[Your assignment]: Your task is to print every entry below exactly as given.

Collected data
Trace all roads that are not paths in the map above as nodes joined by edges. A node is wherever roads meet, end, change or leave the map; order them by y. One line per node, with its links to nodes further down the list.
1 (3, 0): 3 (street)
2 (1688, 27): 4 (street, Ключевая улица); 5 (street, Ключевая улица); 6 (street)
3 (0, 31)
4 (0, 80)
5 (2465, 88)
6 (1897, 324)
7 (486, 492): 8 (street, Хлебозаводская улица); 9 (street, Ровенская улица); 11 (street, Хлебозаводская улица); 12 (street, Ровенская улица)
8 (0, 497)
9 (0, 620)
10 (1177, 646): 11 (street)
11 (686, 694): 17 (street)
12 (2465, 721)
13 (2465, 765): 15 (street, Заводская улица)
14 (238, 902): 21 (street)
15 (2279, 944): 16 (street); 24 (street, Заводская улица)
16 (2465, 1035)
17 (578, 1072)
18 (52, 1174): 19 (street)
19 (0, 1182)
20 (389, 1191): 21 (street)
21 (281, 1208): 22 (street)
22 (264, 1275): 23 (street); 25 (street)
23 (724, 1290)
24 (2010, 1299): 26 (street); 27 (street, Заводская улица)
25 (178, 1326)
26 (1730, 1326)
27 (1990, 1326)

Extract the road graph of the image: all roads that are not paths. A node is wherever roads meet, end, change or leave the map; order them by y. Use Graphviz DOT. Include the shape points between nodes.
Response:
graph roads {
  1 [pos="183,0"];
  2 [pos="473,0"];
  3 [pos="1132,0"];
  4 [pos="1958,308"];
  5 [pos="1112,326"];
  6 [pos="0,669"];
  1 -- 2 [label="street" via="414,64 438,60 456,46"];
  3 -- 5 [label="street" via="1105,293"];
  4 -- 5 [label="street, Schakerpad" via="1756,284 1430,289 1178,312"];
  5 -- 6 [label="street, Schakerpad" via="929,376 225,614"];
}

[Answer for the task]:
Trace all roads that are not paths in the map above as nodes joined by edges. A node is wherever roads meet, end, change or leave the map; order them by y. One line per node, with its links to nodes further down the list.
1 (3, 0): 3 (street)
2 (1688, 27): 4 (street, Ключевая улица); 5 (street, Ключевая улица); 6 (street)
3 (0, 31)
4 (0, 80)
5 (2465, 88)
6 (1897, 324)
7 (486, 492): 8 (street, Хлебозаводская улица); 9 (street, Ровенская улица); 11 (street, Хлебозаводская улица); 12 (street, Ровенская улица)
8 (0, 497)
9 (0, 620)
10 (1177, 646): 11 (street)
11 (686, 694): 17 (street)
12 (2465, 721)
13 (2465, 765): 15 (street, Заводская улица)
14 (238, 902): 21 (street)
15 (2279, 944): 16 (street); 24 (street, Заводская улица)
16 (2465, 1035)
17 (578, 1072)
18 (52, 1174): 19 (street)
19 (0, 1182)
20 (389, 1191): 21 (street)
21 (281, 1208): 22 (street)
22 (264, 1275): 23 (street); 25 (street)
23 (724, 1290)
24 (2010, 1299): 26 (street); 27 (street, Заводская улица)
25 (178, 1326)
26 (1730, 1326)
27 (1990, 1326)

Extract the road graph of the image: all roads that are not paths. A node is wherever roads meet, end, change or leave the map; order them by y. Use Graphviz DOT. Include the shape points between nodes.
Response:
graph roads {
  1 [pos="183,0"];
  2 [pos="473,0"];
  3 [pos="1132,0"];
  4 [pos="1958,308"];
  5 [pos="1112,326"];
  6 [pos="0,669"];
  1 -- 2 [label="street" via="414,64 438,60 456,46"];
  3 -- 5 [label="street" via="1105,293"];
  4 -- 5 [label="street, Schakerpad" via="1756,284 1430,289 1178,312"];
  5 -- 6 [label="street, Schakerpad" via="929,376 225,614"];
}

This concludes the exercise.